A novel multi-DOF point envelope forming process for manufacturing thin-walled components

Abstract

Thin-walled components are widely used in aerospace, ship and automotive industries owing to the light weight advantages. Rotary forging is an advanced process for manufacturing thin-walled components owing to its local deformation mode and small forming force. However, for large scale thin-walled components, the forming force in rotary forging becomes larger because of the larger contacting area between dies and thin-walled component (The contact between dies and thin-walled component is line contact in theory). Therefore, it is necessary to further reduce the forming force in rotary forging so as to improve its process limits. This paper proposes a novel multi-DOF point envelope forming process for manufacturing thin-walled components, in which the contacting area between dies and thin-walled component is significantly reduced and consequently the forming force is significantly reduced (The contact between dies and thin-walled component is point contact in theory). Firstly, the principle of multi-DOF point envelope forming process is proposed. Secondly, the design methods for envelope die geometry and motion are developed.
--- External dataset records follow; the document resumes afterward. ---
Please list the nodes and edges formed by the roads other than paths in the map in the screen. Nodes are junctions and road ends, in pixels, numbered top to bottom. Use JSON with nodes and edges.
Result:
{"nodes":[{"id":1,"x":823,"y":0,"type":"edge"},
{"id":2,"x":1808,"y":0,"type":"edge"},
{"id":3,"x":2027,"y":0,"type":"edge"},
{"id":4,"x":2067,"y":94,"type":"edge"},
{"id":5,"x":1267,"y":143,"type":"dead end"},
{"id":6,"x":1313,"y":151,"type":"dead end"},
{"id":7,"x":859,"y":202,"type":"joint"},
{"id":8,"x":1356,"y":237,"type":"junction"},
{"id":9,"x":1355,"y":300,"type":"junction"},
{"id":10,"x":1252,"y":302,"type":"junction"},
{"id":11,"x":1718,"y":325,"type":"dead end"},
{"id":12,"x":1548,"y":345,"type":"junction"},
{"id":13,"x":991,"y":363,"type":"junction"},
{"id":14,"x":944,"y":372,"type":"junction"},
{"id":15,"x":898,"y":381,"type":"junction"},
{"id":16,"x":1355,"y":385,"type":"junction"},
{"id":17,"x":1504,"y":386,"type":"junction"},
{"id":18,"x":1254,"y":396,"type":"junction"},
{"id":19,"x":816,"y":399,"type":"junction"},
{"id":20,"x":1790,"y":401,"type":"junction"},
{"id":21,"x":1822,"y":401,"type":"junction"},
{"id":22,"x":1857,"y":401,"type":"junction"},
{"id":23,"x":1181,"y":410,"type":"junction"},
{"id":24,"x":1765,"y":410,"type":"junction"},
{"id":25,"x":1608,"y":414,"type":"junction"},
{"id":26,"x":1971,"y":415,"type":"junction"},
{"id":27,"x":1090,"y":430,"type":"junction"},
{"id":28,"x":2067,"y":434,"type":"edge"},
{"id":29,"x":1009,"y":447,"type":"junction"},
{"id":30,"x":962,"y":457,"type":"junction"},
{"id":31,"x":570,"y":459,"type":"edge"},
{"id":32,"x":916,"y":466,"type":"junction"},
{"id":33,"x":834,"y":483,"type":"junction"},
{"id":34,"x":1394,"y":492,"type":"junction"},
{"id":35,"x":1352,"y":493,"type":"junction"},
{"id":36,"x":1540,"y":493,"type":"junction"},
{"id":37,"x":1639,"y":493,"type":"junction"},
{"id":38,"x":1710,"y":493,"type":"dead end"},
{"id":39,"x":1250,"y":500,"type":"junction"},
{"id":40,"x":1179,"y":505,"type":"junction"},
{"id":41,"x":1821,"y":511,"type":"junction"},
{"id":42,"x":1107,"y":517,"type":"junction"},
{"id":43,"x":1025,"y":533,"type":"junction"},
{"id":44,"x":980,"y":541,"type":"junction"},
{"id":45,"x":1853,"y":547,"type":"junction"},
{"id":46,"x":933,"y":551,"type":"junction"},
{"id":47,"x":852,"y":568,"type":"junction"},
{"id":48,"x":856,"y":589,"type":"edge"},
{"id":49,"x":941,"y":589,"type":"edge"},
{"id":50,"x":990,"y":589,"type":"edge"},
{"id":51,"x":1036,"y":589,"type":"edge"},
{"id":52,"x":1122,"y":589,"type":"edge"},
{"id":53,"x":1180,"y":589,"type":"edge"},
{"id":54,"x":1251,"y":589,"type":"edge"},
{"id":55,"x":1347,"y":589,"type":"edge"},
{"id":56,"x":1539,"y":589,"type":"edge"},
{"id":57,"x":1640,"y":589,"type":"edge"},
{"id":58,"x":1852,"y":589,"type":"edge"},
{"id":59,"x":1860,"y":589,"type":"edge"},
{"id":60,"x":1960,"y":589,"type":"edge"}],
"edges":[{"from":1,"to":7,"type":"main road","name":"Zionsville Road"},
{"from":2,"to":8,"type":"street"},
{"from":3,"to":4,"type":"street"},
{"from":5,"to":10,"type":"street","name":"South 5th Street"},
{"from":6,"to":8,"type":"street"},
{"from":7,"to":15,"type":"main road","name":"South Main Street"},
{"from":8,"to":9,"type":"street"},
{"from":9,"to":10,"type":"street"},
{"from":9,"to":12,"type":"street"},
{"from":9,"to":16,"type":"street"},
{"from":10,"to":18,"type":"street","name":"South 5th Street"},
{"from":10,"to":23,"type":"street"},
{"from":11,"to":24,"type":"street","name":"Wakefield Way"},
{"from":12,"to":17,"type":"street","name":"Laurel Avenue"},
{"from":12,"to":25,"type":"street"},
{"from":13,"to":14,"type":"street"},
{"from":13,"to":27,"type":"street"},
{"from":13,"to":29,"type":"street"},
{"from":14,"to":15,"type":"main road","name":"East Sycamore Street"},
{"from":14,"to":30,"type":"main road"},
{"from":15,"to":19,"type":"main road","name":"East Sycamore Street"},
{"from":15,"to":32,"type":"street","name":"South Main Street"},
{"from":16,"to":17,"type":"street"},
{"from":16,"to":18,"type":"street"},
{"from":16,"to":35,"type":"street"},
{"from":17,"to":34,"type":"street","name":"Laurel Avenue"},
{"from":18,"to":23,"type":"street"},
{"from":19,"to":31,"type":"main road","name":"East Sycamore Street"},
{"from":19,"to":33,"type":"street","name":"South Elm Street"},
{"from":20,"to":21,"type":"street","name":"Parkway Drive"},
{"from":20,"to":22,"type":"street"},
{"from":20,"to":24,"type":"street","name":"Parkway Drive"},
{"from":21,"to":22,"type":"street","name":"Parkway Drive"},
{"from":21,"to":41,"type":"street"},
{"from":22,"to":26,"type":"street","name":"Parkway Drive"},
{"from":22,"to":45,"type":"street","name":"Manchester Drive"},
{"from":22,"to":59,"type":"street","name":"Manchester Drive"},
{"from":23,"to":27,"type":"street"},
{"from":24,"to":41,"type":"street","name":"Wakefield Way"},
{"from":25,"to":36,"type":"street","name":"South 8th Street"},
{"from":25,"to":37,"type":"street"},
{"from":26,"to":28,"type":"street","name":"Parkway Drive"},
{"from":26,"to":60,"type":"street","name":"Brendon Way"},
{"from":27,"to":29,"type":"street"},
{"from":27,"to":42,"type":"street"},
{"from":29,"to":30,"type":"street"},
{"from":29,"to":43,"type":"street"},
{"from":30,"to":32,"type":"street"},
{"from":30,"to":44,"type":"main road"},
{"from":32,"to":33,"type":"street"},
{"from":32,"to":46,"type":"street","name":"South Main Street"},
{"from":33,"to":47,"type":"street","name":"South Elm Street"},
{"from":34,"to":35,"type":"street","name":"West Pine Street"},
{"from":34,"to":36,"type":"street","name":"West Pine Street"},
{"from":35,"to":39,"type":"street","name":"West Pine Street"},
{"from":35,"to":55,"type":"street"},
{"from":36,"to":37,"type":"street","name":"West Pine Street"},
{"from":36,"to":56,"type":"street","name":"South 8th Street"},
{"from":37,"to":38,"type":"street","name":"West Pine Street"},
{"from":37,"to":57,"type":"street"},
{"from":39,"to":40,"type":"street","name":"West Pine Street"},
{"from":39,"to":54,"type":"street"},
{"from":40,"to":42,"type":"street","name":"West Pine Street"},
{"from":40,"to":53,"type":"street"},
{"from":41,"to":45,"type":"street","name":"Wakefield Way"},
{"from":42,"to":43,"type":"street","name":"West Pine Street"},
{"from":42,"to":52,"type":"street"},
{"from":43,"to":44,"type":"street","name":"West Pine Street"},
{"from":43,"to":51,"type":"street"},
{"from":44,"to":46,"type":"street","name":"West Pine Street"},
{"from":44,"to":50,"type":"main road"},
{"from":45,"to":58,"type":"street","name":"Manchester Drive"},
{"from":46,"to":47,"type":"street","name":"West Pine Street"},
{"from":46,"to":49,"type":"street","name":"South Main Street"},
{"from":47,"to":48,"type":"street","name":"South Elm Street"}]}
Thirdly, a FE model for multi-DOF point envelope forming process of a thin-walled component is established. Through the FE simulation, the evolution laws of plastic strain, metal flow velocity, geometry shape and forming force are revealed. Finally, a novel multi-DOF envelope forming equipment is developed and the multi-DOF point envelope forming experiment of a thin-walled component is carried out. The simulation and experimental results indicate that the proposed multi-DOF point envelope forming process and equipment are suitable for manufacturing thin-walled components and the forming force can be significantly reduced compared with rotary forging.